The Post Office on the south bank of the Victoria Falls opened soon after the arrival of the railway and opening of the railway station in mid 1904, with the earliest known 'Victoria Falls, S Rhodesia' franking dating from 17 July 1904. Note, however, that the name Victoria Falls was used for the post office located at the Old Drift in Northern Rhodesia from 1901, until relocated and renamed Livingstone in 1902.

Rhodesia 1905 Victoria Falls Issue

Set of six stamps issued 13th July 1905 to commemorate the opening opening of the Victoria Falls Bridge (which in the event was delayed until September and the visit of the British Association - see here). The issue also coincided with the fiftieth anniversary year of the 'discovery' of the Victoria Falls by David Livingstone. The stamps were used in Southern and Northern Rhodesia and were printed by Waterlow and Sons Ltd, London. The design was after a photograph by Percy M Clark.

1905 Victoria Falls Issue
1905 Victoria Falls Issue. Note special Bulawayo franking for the
opening of the Victoria Falls Bridge, 11th September 1905.

1905 Victoria Falls Red
1905 Victoria Falls 1d (image source)

1905 Victoria Falls Red Used Victoria Falls
1905 Victoria Falls 1/d - Victoria Falls franking

1905 Victoria Falls British Association
Postcard with Victoria Falls 1/d and British Association franking (image source)

1905 Victoria Falls Red Used British Association
Postcard with Victoria Falls 1/d and British Association franking (image source)
Note incorrect caption - the view is from what is now known as Danger Point looking towards the Eastern Cataract.

Livingstone Provisionals of 1917

"The Territories of Southern and Northern Rhodesia, being both administered by the British South Africa Company, used the same postage stamps, which were designated merely 'RHODESIA.' During the Great War, both territories in common with many other British Colonies, decided in 1917 to raise the postal rates with a view to increasing revenue and to make up for the loss caused by the reduced use of postal facilities. The increased demand for the high denominations resulted in the depletion of stocks of 1/2d stamps in Northern Rhodesia.

The two Administrations ordered their stocks from the London offices of the British South Africa Company independently, and immediately the rates were raised Southern Rhodesia ordered stocks of 1 1/2d stamps, but Northern Rhodesia failed to do so. The Northern Rhodesia administration endeavoured to obtain a supply from Southern Rhodesia, but as they could not guarantee to replace them by a fixed date, they decided to surcharge the 1d stamp with the value of 1/2d. This was carried out by the Administration's printing works at Livingstone and the issue was placed on sale on 1st August 1917.
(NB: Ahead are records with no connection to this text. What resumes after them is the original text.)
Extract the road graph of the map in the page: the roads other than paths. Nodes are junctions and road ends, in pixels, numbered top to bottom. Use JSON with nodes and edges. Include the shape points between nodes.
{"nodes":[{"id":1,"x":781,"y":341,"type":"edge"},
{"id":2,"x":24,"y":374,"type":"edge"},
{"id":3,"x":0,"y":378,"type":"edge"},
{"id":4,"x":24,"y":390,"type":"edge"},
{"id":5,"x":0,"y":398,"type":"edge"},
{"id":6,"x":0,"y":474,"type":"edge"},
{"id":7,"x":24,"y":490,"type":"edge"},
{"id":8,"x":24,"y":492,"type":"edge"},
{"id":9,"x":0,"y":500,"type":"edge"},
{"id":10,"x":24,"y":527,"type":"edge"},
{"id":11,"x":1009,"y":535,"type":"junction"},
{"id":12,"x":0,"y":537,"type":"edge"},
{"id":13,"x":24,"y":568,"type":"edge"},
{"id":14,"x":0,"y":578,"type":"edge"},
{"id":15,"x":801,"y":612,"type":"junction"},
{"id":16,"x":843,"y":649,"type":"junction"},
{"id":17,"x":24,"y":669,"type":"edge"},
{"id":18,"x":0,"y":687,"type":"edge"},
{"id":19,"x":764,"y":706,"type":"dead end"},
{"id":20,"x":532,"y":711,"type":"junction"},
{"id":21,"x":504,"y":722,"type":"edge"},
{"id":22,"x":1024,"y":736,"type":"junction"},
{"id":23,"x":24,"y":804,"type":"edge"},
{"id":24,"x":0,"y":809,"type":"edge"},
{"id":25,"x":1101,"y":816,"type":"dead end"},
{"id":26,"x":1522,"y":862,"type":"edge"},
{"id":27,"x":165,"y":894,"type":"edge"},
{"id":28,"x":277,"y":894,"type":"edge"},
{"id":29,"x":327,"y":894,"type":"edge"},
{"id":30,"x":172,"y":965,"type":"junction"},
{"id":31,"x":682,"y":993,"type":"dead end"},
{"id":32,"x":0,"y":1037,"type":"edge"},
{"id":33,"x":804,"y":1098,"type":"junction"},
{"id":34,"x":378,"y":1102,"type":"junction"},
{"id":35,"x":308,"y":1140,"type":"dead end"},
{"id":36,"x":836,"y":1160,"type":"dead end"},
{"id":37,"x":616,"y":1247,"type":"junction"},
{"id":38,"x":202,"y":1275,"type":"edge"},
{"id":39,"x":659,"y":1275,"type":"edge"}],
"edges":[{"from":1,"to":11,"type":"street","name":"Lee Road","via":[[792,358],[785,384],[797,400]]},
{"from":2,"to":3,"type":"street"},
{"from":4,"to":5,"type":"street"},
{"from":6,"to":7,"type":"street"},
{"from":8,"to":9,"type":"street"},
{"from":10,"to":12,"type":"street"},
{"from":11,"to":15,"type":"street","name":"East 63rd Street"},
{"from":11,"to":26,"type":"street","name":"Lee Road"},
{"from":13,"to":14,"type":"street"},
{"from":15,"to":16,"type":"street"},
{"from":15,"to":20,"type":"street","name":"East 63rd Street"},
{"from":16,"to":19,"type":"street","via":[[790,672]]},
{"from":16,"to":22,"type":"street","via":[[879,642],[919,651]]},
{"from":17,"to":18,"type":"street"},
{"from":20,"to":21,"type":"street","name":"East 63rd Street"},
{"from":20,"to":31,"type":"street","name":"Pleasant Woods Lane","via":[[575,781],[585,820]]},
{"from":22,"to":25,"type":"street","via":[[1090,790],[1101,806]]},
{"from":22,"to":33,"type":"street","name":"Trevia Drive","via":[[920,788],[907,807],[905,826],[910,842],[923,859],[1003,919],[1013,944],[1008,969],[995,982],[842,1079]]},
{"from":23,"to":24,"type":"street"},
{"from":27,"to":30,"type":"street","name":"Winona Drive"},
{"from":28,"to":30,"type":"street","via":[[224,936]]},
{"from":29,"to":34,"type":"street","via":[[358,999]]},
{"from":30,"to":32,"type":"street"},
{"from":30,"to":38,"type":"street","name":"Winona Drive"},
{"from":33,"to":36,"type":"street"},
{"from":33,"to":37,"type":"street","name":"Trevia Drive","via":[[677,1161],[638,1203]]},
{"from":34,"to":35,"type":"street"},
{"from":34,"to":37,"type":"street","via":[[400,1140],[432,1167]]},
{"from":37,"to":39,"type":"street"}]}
The first issue consisted of the current 1d red stamp overprinted in blue-black also in purple aniline ink with the words 'Half Penny' (no hyphen or stop) in two lines, the original denomination being blocked out by two short bars on either side. The printer set up two horizontal rows of type and after having removed all the margins from the original sheets, printed the surcharge in three operations on pans of 60 stamps...

Livingstone Provisional 1/2d, 1917
There was some doubt as to whether the stamps were valid in Southern Rhodesia and in answer to a query from the Postmaster Bulawayo, the Postmaster Livingstone replied in these terms:

"I beg to inform you that the 1d stamp overprinted 1/2d, is merely a provisional issue to meet a temporary shortage of half-penny stamps and is only available for postage purposes in Northern Rhodesia."

Of this issue one printing was made of 60,000 stamps after which the type was broken up and an order sent to London for a supply of the 1/2d green stamps.

In October a stamp collector residing in Livingstone purchased a supply of these surcharged stamps and found therein two sheets with an inverted surcharge. Although enquiries were immediately instituted at the Post Office, no more could be found.

Livingstone Provisional 1/2d inverted, 1917
In July 1918 it was stated that the owner of these two sheets broke one up sending 30 to an English dealer and selling the balance to a syndicate in Bulawayo...

It would appear that the two sheets of inverted overprints were purposely printed that way, and consequently there was an outcry in the philatelic press. A number of them exist with genuine postmarks, which the critics claimed were obtained to give the stamps an air of respectability.

The first issue, having become exhausted, before receipt from London of the additional requirements, the postal authorities were obliged to provide a further supply of surcharged stamps to enable them to carry on. As the type for the first printing had been broken up, a new setting was prepared. The same printer proceeded as before in the production of the second printing, but in this case the word 'half penny' was hyphenated. Also the word 'penny' was not so long as in the first printing, being 2mm shorter than the original. There is also a full-stop after the word 'Penny' which does not occur in the first printing.

Livingstone Provisional 1/2d, second issue 1917
A quantity of 60,000 stamps was again printed and they were place on sale on 2nd September 1917.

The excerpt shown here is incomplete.